» PROMPT
Please reproduce the data exactly, excluding any pictures it contains.

» DATA SECTION
--------------------------------

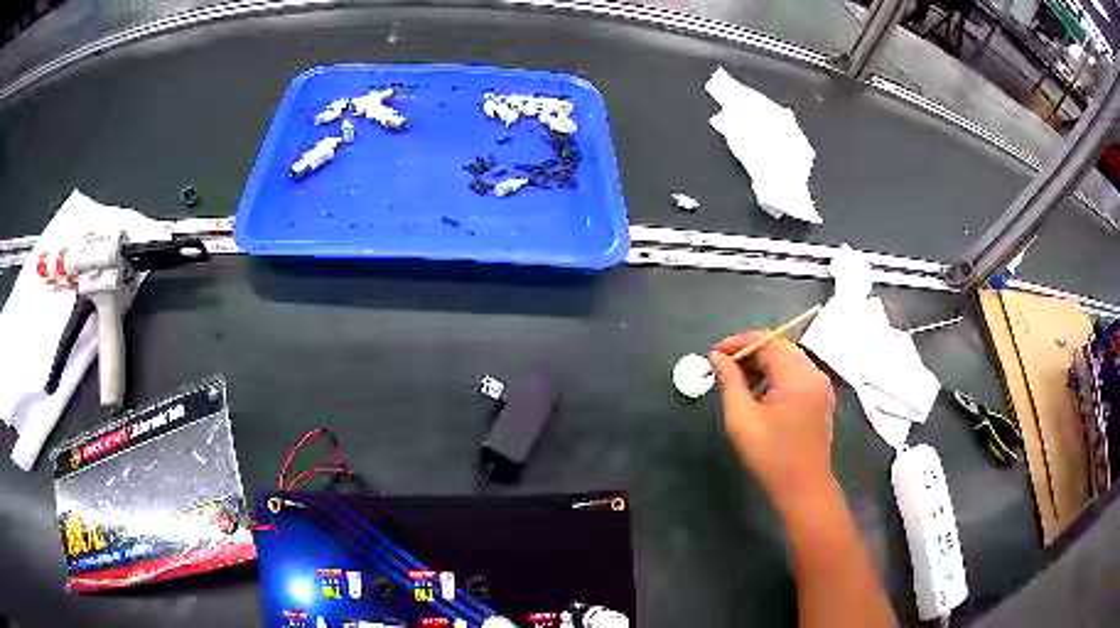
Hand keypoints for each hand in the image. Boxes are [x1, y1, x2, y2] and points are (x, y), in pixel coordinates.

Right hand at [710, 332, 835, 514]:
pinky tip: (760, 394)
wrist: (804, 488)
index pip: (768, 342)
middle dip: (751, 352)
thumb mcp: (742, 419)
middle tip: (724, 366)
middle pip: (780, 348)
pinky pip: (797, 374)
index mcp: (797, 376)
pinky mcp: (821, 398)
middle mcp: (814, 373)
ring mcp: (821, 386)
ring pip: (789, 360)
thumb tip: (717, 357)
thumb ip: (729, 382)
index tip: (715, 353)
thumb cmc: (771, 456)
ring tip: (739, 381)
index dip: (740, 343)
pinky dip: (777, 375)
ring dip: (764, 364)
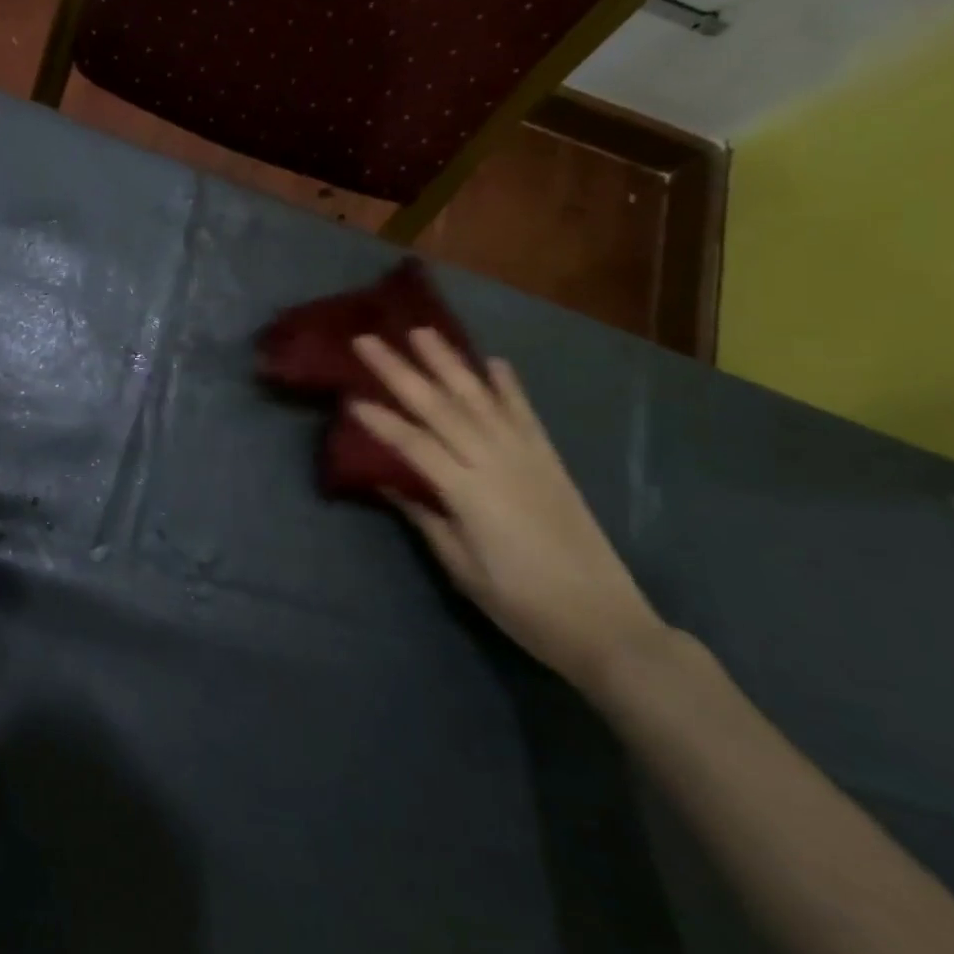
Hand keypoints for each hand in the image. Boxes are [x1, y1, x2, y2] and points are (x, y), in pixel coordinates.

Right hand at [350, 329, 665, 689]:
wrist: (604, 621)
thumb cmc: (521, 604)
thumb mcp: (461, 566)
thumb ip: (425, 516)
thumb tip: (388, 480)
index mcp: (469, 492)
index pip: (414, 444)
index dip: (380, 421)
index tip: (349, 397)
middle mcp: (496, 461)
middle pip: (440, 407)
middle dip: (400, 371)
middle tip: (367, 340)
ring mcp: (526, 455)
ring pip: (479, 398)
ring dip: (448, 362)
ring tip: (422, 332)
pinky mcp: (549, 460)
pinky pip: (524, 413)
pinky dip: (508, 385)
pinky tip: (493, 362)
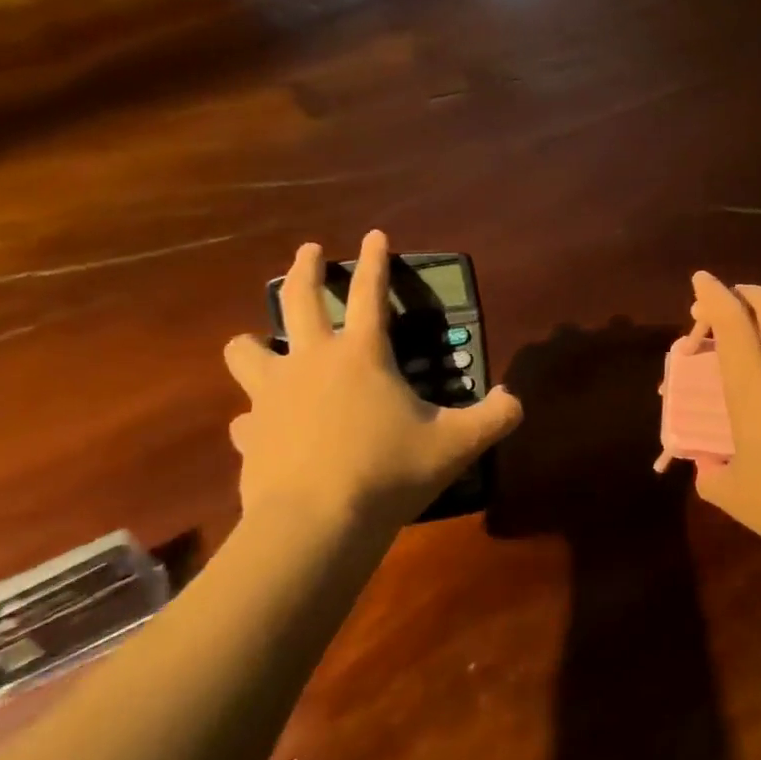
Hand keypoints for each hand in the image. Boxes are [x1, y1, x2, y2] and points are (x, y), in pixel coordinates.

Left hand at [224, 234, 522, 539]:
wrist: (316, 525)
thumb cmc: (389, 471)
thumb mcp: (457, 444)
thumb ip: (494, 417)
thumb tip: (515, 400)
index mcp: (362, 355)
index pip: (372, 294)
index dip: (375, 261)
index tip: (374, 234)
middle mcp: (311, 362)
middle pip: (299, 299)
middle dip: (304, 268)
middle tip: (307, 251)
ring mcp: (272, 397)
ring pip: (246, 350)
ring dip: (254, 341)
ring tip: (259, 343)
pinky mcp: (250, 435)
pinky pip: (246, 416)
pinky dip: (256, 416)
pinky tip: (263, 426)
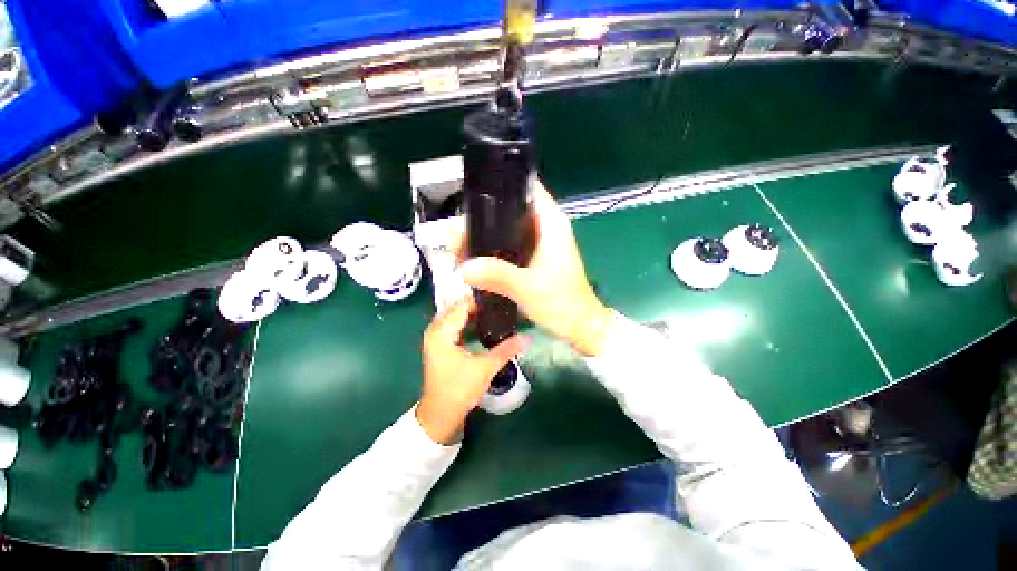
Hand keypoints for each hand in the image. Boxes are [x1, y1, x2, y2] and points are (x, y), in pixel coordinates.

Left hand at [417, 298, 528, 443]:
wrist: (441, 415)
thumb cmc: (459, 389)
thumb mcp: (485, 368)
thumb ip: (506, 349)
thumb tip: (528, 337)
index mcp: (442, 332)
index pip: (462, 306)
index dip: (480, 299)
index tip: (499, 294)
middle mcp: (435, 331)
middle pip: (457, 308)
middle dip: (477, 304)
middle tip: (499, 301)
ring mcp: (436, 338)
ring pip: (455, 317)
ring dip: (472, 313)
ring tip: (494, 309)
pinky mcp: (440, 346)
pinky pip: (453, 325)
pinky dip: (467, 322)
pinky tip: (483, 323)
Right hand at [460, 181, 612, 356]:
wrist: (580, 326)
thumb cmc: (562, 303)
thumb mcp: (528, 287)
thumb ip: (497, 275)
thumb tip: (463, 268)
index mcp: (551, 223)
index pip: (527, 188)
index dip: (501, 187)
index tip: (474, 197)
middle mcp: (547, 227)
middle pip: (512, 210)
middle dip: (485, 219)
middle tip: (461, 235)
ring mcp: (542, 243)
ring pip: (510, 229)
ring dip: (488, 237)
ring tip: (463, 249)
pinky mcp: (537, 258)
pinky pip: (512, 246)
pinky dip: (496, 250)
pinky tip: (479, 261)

--------------------------------

» COMPLETED EXERCISE
Hand keypoints for each hand in the image. Boxes are [x1, y1, x2, y2] and points are (x, y), in pixel coordinates.

Right hand at [710, 332, 835, 514]:
pinky tip: (760, 394)
wrist: (804, 488)
index pip: (768, 342)
middle dip: (751, 352)
thumb mcp: (742, 419)
middle tip: (724, 366)
middle pip: (780, 348)
pinky pip: (797, 374)
index mcp: (797, 376)
pinky mcp: (821, 398)
middle mcp: (814, 373)
ring mcp: (821, 386)
ring pip: (789, 360)
thumb tip: (717, 357)
thumb ip: (729, 382)
index tip: (715, 353)
thumb cmc: (771, 456)
ring tip: (739, 381)
index dip: (740, 343)
pinky dip: (777, 375)
ring dip: (764, 364)
Hand keypoints for each hand in the image. Boxes are [x1, y1, x2, y2] and points are (x, y), in pixel coordinates.

Right hand at [350, 329, 665, 689]:
wrist: (604, 621)
thumb cmc: (521, 604)
thumb mcp: (461, 566)
thumb ip: (425, 516)
thumb tip: (388, 480)
index mcp: (469, 492)
index pip: (414, 444)
index dip: (380, 421)
index tip: (349, 397)
middle mcp: (496, 461)
middle pip: (440, 407)
middle dip: (400, 371)
middle tip: (367, 340)
ring mcp: (526, 455)
ring pip: (479, 398)
ring dip: (448, 362)
ring tip: (422, 332)
pinky mcp: (549, 460)
pinky pip: (524, 413)
pinky dip: (508, 385)
pinky tip: (493, 362)
Hand keypoints for each hand in the image. Boxes are [x1, y1, x2, y2] and points are (x, y), in pixel coordinates.

Left hand at [224, 234, 522, 539]:
wrist: (316, 525)
thumb cmc: (389, 471)
thumb mcp: (457, 444)
thumb ip: (494, 417)
thumb tip: (515, 400)
index mcp: (362, 355)
index pip: (372, 294)
index dip: (375, 261)
index tip: (374, 234)
middle mcp: (311, 362)
middle pip: (299, 299)
middle dip: (304, 268)
middle tip: (307, 251)
ring mcp: (272, 397)
ring pip: (246, 350)
ring dip: (254, 341)
ring tip: (259, 343)
pinky mcp: (250, 435)
pinky pip: (246, 416)
pinky dip: (256, 416)
pinky tip: (263, 426)
Hand keypoints for each hand in the image. Boxes are [x1, y1, x2, y2] and points are (x, y), in pixel coordinates.

Left hand at [417, 298, 528, 443]:
wrist: (441, 415)
thumb cmc: (459, 389)
thumb mcp: (485, 368)
thumb ip: (506, 349)
thumb tip: (528, 337)
index mcp: (442, 332)
index pip: (462, 306)
index dip: (480, 299)
index tip: (499, 294)
middle mcp: (435, 331)
middle pip: (457, 308)
middle dip: (477, 304)
middle tip: (499, 301)
ring mcp: (436, 338)
ring pip: (455, 317)
ring dip: (472, 313)
ring tip: (494, 309)
pinky mcp: (440, 346)
pinky pip: (453, 325)
pinky dip: (467, 322)
pinky tip: (483, 323)
Right hand at [460, 181, 612, 356]:
wrist: (580, 326)
thumb cmc: (562, 303)
thumb mcp: (528, 287)
thumb ip: (497, 275)
thumb tip: (463, 268)
index mcp: (551, 223)
index pip: (527, 188)
index dip: (501, 187)
index tip: (474, 197)
middle mcp: (547, 227)
middle pip: (512, 210)
middle dip: (485, 219)
middle tip: (461, 235)
ring mcp: (542, 243)
ring pip: (510, 229)
ring dip: (488, 237)
ring tip: (463, 249)
pinky mcp: (537, 258)
pinky pip: (512, 246)
pinky dip: (496, 250)
pinky tip: (479, 261)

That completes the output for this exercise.